Burns National Memorial Mauchline Ayrshire Scotland.
      WHERE IS MAUCHLINE? : MORE PHOTOS FROM MAUCHLINE.

Burns National Memorial, Mauchline.
by Martin J. Galloway Editor.

Mauchline is oozing with Robert Burns history, and when you first roll into the village from the top of the hill the National Burns Memorial is there to welcome you. First opened in 1898 to commemorate the centenary of Burns' passing, on a glorious sunny cloudless day (how rare is that?) May 2005, it still looked fabulous.

Now, the memorial could never be described as boring. I must admit it does look a bit odd with it's contradicting angles. Against a clear blue sky the Ballochmile sandstone stands out like a red beacon begging attention. Embedded in one corner is a rectangular abuttment with a conventional angled roof. On the opposing side a circular attachment with a conical top. It was explained to me by an Ayrshire architect that a lot of clever work by stone masons went into the National Burns Memorial.

Now the extent of my engineering skills is building a Lego house, but it was good reason to appreciate the memorial even more. The top deck attachments have no right angles to the main platform. Everything is either 45 degrees or circular which involves a considerable amount of calculations in cutting of the stone. To make matters worse, the 67 foot entity gets wider as the height increases. Scots Baronial style it may be, but I am sure a few of the masons were wondering what was going through the mind of Willie Fraser the Glasgow architect who designed it.

Cows near the Burns National Memorial Mauchline Ayrshire.
Photo: Curious young Bulls looking over the fence admiring the National Burns Memorial. Mauchline. May 2005.

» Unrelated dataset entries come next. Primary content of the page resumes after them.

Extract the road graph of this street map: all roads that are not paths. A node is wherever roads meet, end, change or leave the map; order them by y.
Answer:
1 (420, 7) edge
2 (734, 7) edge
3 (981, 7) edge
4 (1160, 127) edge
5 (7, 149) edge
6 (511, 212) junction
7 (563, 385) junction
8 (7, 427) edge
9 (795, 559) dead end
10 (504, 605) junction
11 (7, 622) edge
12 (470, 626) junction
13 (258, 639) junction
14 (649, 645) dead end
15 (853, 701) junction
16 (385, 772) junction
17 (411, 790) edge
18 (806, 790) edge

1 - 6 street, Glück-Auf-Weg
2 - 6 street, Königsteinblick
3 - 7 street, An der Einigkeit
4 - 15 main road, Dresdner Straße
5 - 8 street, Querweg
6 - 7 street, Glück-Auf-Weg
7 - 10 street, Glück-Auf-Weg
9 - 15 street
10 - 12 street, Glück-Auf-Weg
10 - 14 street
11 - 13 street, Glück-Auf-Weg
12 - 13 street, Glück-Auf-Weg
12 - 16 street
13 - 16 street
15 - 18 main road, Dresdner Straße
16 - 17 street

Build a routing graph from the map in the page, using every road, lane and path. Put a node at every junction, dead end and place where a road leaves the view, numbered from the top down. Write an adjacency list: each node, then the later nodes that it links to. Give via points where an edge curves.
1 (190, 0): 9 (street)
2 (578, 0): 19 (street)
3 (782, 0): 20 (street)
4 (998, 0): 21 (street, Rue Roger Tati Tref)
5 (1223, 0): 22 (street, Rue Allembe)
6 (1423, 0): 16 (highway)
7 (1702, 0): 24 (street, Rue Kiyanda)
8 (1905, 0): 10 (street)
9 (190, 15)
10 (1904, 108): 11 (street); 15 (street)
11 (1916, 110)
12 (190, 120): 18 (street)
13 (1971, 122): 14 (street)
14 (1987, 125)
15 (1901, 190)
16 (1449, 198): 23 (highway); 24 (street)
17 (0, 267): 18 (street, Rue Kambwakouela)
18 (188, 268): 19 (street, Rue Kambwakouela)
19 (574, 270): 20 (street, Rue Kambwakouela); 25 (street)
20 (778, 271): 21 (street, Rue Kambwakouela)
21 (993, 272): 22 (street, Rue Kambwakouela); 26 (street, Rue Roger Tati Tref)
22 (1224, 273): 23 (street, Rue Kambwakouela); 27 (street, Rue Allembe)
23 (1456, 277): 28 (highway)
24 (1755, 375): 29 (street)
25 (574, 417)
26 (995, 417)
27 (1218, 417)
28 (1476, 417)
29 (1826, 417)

The red sandstone memorial sits at the intersection of the roads heading towards Tarbolton and Kilmarnock. It was opened on May 7th 1898 by J.G.A. Baird MP. The funding for the memorial interestingly enough was not borne through a local Ayrshire appeal, but rather a worldwide effort. In fact such was the degree of fervent support for oor Rabbie Burns that they ended up with too much money. Scots with too much money - something doesn't sound right here! The memorial cost about 1500 pounds sterling and the fund gathered considerable more than that. This leads me to the next story, the Cottage Homes behind the monument.

To be honest when I visited the site in May 2005 I was not aware that the houses behind the memorial were very much a part of it's history. Subsequent to this I never took any pictures, and now I am kicking myself. I was too busy fending off wasps after jumping into the bushes to get the shot you see at the top of the page. TCP anyone?

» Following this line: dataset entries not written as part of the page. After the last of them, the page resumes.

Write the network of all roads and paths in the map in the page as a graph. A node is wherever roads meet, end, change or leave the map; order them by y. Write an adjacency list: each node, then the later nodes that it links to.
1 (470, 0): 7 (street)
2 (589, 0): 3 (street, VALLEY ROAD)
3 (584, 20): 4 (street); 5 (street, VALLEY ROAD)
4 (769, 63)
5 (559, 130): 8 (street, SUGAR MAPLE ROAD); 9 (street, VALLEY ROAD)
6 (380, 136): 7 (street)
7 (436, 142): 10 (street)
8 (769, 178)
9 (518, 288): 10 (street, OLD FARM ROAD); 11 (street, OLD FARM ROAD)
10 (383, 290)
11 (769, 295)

The Cottage Homes were a direct result of the financial success of the memorial fund. The extra money left over after construction of the tower went towards building half a dozen houses. This was to further remind folk that the poet Robert Burns, despite his present day fame, was a very poor man. The cottages were originally offered for free to the elderly, infirm and the poor of the area.

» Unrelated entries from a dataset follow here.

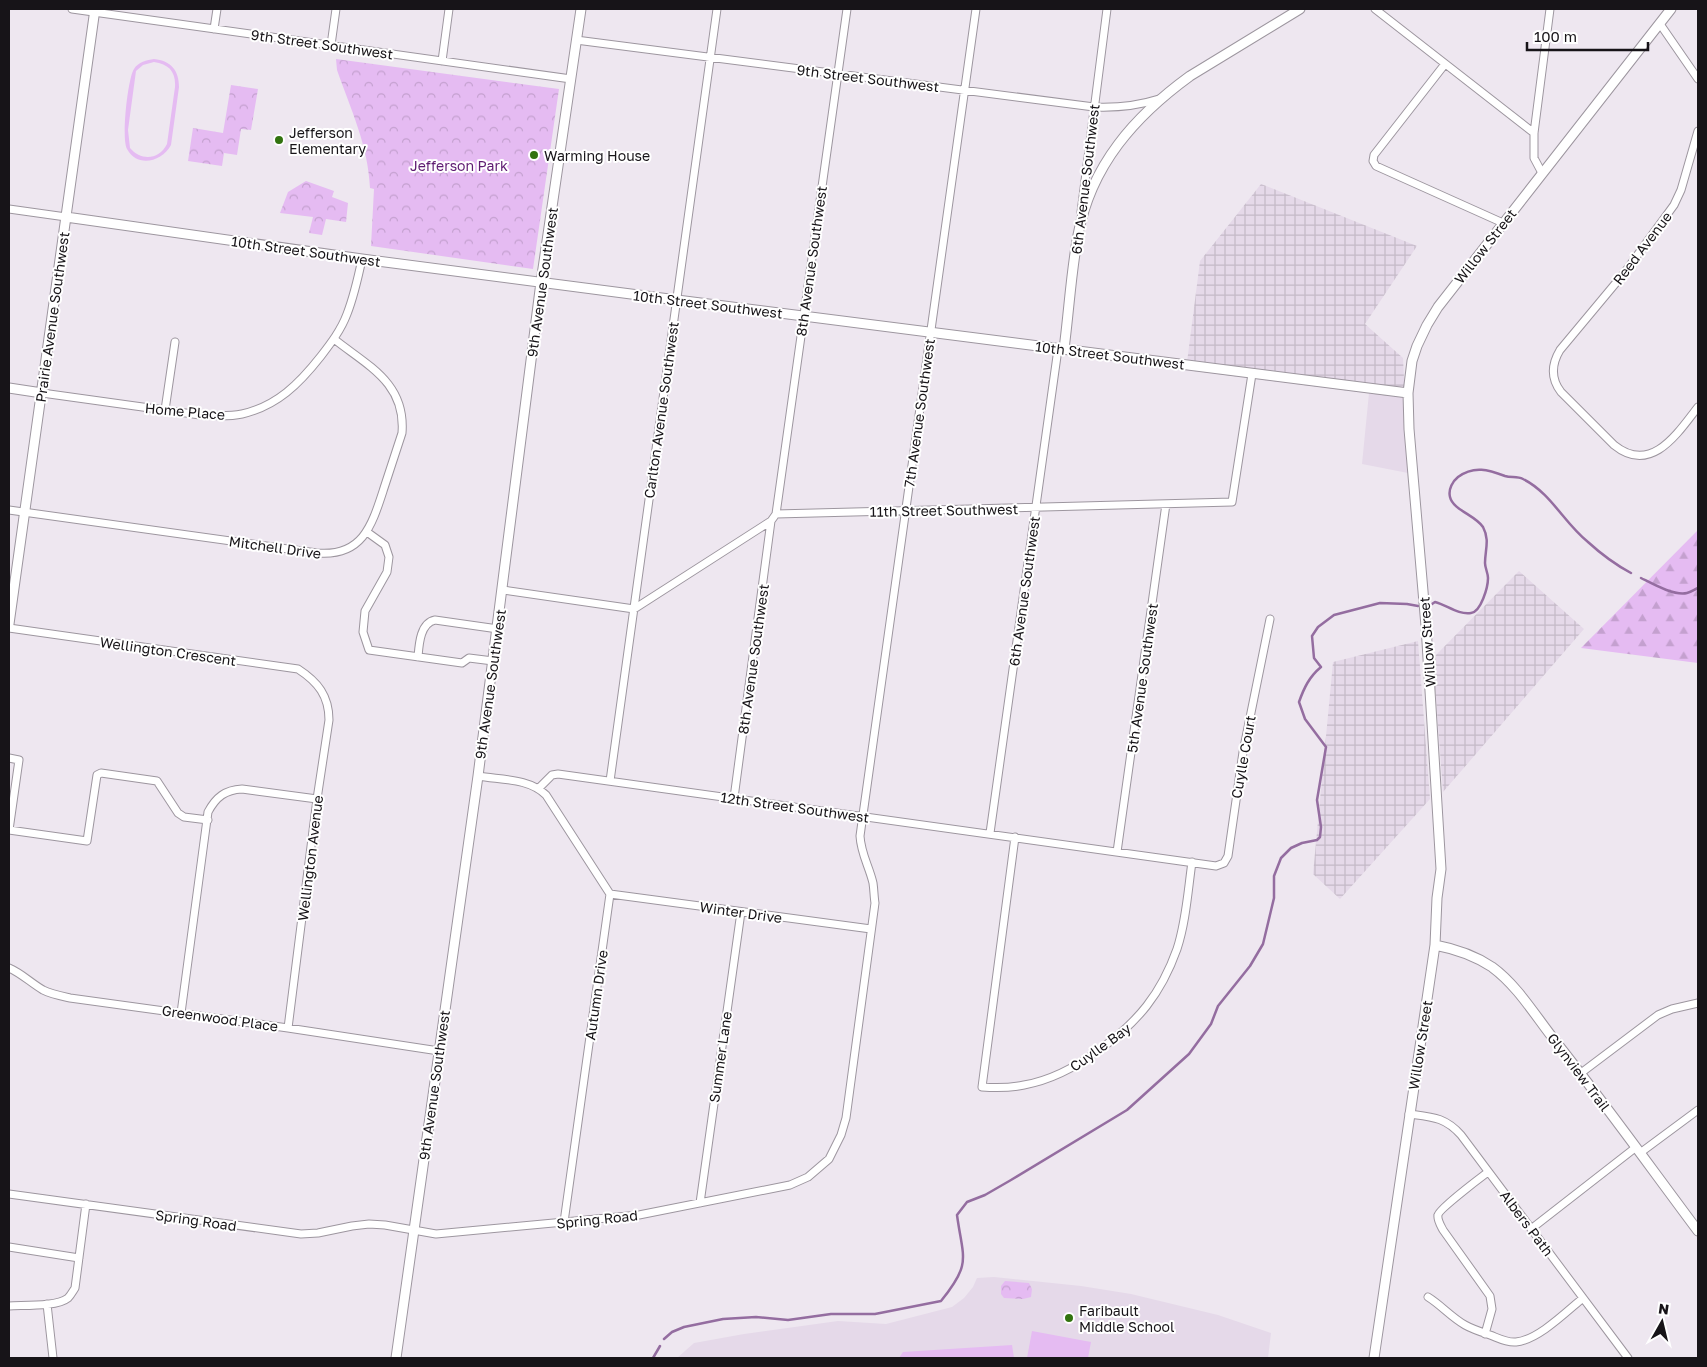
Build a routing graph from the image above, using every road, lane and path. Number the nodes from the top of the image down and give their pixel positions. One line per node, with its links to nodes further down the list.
1 (72, 9): 14 (street, 9th Street Southwest)
2 (217, 9): 16 (street)
3 (336, 9): 18 (street)
4 (449, 9): 20 (street)
5 (581, 9): 17 (street, 9th Avenue Southwest)
6 (717, 9): 19 (street, Carlton Avenue Southwest)
7 (847, 9): 22 (street, 8th Avenue Southwest)
8 (976, 9): 25 (street, 7th Avenue Southwest)
9 (1107, 9): 27 (street, 6th Avenue Southwest)
10 (1300, 9): 26 (street)
11 (1375, 9): 21 (street)
12 (1550, 9): 29 (street)
13 (1671, 9): 15 (street, Willow Street)
14 (94, 10): 16 (street, 9th Street Southwest); 32 (street, Prairie Avenue Southwest)
15 (1660, 24): 24 (street); 30 (street, Willow Street)
16 (214, 29): 18 (street, 9th Street Southwest)
17 (576, 40): 19 (street, 9th Street Southwest); 23 (street, 9th Avenue Southwest)
18 (331, 45): 20 (street, 9th Street Southwest)
19 (710, 57): 22 (street, 9th Street Southwest); 37 (street, Carlton Avenue Southwest)
20 (442, 61): 23 (street, 9th Street Southwest)
21 (1445, 64): 29 (street); 33 (street)
22 (838, 75): 25 (street, 9th Street Southwest); 38 (street, 8th Avenue Southwest)
23 (571, 79): 36 (street, 9th Avenue Southwest)
24 (1698, 79)
25 (965, 91): 27 (street, 9th Street Southwest); 39 (street, 7th Avenue Southwest)
26 (1159, 99): 27 (street, 9th Street Southwest); 34 (street)
27 (1094, 107): 34 (street, 6th Avenue Southwest)
28 (1698, 132): 47 (street, Reed Avenue)
29 (1534, 133): 30 (street)
30 (1542, 172): 33 (street, Willow Street)
31 (9, 209): 32 (street, 10th Street Southwest)
32 (66, 216): 35 (street, 10th Street Southwest); 45 (street, Prairie Avenue Southwest)
33 (1503, 223): 46 (street, Willow Street)
34 (1078, 234): 42 (street, 6th Avenue Southwest)
35 (362, 258): 36 (street, 10th Street Southwest); 40 (street, Home Place)
36 (541, 282): 37 (street, 10th Street Southwest); 57 (street, 9th Avenue Southwest)
37 (677, 300): 38 (street, 10th Street Southwest); 58 (street, Carlton Avenue Southwest)
38 (804, 315): 39 (street, 10th Street Southwest); 54 (street, 8th Avenue Southwest)
39 (931, 333): 42 (street, 10th Street Southwest); 52 (street, 7th Avenue Southwest)
40 (334, 339): 48 (street, Home Place); 56 (street, Mitchell Drive)
41 (175, 342): 48 (street)
42 (1061, 349): 43 (street, 10th Street Southwest); 50 (street, 6th Avenue Southwest)
43 (1252, 374): 46 (street, 10th Street Southwest); 49 (street, 11th Street Southwest)
44 (9, 388): 45 (street)
45 (42, 393): 48 (street, Home Place); 53 (street, Prairie Avenue Southwest)
46 (1408, 393): 81 (street, Willow Street)
47 (1698, 407)
48 (164, 410)
49 (1166, 504): 50 (street, 11th Street Southwest); 76 (street, 5th Avenue Southwest)
50 (1036, 507): 52 (street, 11th Street Southwest); 74 (street, 6th Avenue Southwest)
51 (9, 510): 53 (street, Mitchell Drive)
52 (906, 511): 54 (street, 11th Street Southwest); 71 (street, 7th Avenue Southwest)
53 (25, 512): 56 (street, Mitchell Drive); 60 (street, Prairie Avenue Southwest)
54 (776, 514): 55 (street)
55 (771, 521): 58 (street); 69 (street, 8th Avenue Southwest)
56 (367, 532): 62 (street)
57 (503, 590): 58 (street); 61 (street, 9th Avenue Southwest)
58 (634, 610): 67 (street, Carlton Avenue Southwest)
59 (1270, 619): 77 (street, Cuylle Court)
60 (9, 626): 64 (street, Wellington Crescent)
61 (498, 629): 62 (street); 63 (street, 9th Avenue Southwest)
62 (418, 657): 63 (street)
63 (493, 661): 66 (street, 9th Avenue Southwest)
64 (321, 689): 70 (street, Wellington Avenue)
65 (9, 758): 73 (street)
66 (478, 776): 68 (street); 86 (street, 9th Avenue Southwest)
67 (610, 781): 68 (street, 12th Street Southwest); 69 (street, 12th Street Southwest)
68 (538, 788): 78 (street)
69 (734, 798): 71 (street, 12th Street Southwest)
70 (317, 799): 72 (street); 85 (street, Wellington Avenue)
71 (863, 817): 74 (street, 12th Street Southwest); 80 (street, Spring Road)
72 (208, 820): 73 (street); 84 (street)
73 (9, 830)
74 (990, 833): 75 (street, 12th Street Southwest)
75 (1015, 837): 76 (street, 12th Street Southwest); 77 (street, Cuylle Bay)
76 (1117, 852): 77 (street)
77 (1192, 862)
78 (610, 894): 79 (street, Winter Drive); 95 (street, Autumn Drive)
79 (741, 912): 80 (street, Winter Drive); 93 (street, Summer Lane)
80 (872, 929): 93 (street, Spring Road)
81 (1435, 945): 87 (street, Glynview Trail); 89 (street, Willow Street)
82 (9, 968): 84 (street, Greenwood Place)
83 (1698, 1003): 87 (street)
84 (181, 1013): 85 (street, Greenwood Place)
85 (288, 1028): 86 (street, Greenwood Place)
86 (439, 1051): 97 (street, 9th Avenue Southwest)
87 (1581, 1073): 90 (street, Glynview Trail)
88 (1698, 1110): 90 (street)
89 (1409, 1114): 91 (street, Albers Path); 108 (street, Willow Street)
90 (1638, 1150): 96 (street); 98 (street, Glynview Trail)
91 (1488, 1172): 96 (street, Albers Path); 105 (street)
92 (9, 1194): 94 (street, Spring Road)
93 (700, 1203): 95 (street, Spring Road)
94 (86, 1204): 97 (street, Spring Road); 100 (street)
95 (564, 1222): 97 (street, Spring Road)
96 (1531, 1229): 102 (street, Albers Path)
97 (414, 1231): 107 (street, 9th Avenue Southwest)
98 (1698, 1231)
99 (9, 1248): 100 (street)
100 (79, 1258): 103 (street)
101 (1428, 1297): 105 (street)
102 (1583, 1298): 105 (street); 109 (street, Albers Path)
103 (46, 1304): 104 (street); 106 (street)
104 (9, 1306)
105 (1485, 1334)
106 (53, 1358)
107 (396, 1358)
108 (1374, 1358)
109 (1628, 1358)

I never counted the number of houses at the site in 2005, but another 10 units were built in 1911. This a generous donation from the estate of James Dick, a Glasgow businessman. More have been added since primarily through donations and this really is an indication of the love and respect folk have around the World for Ayrshire's own Robert Burns. So if you live in Ayrshire - don't take Rabbie for granted.

 

Martin J. Galloway Editor.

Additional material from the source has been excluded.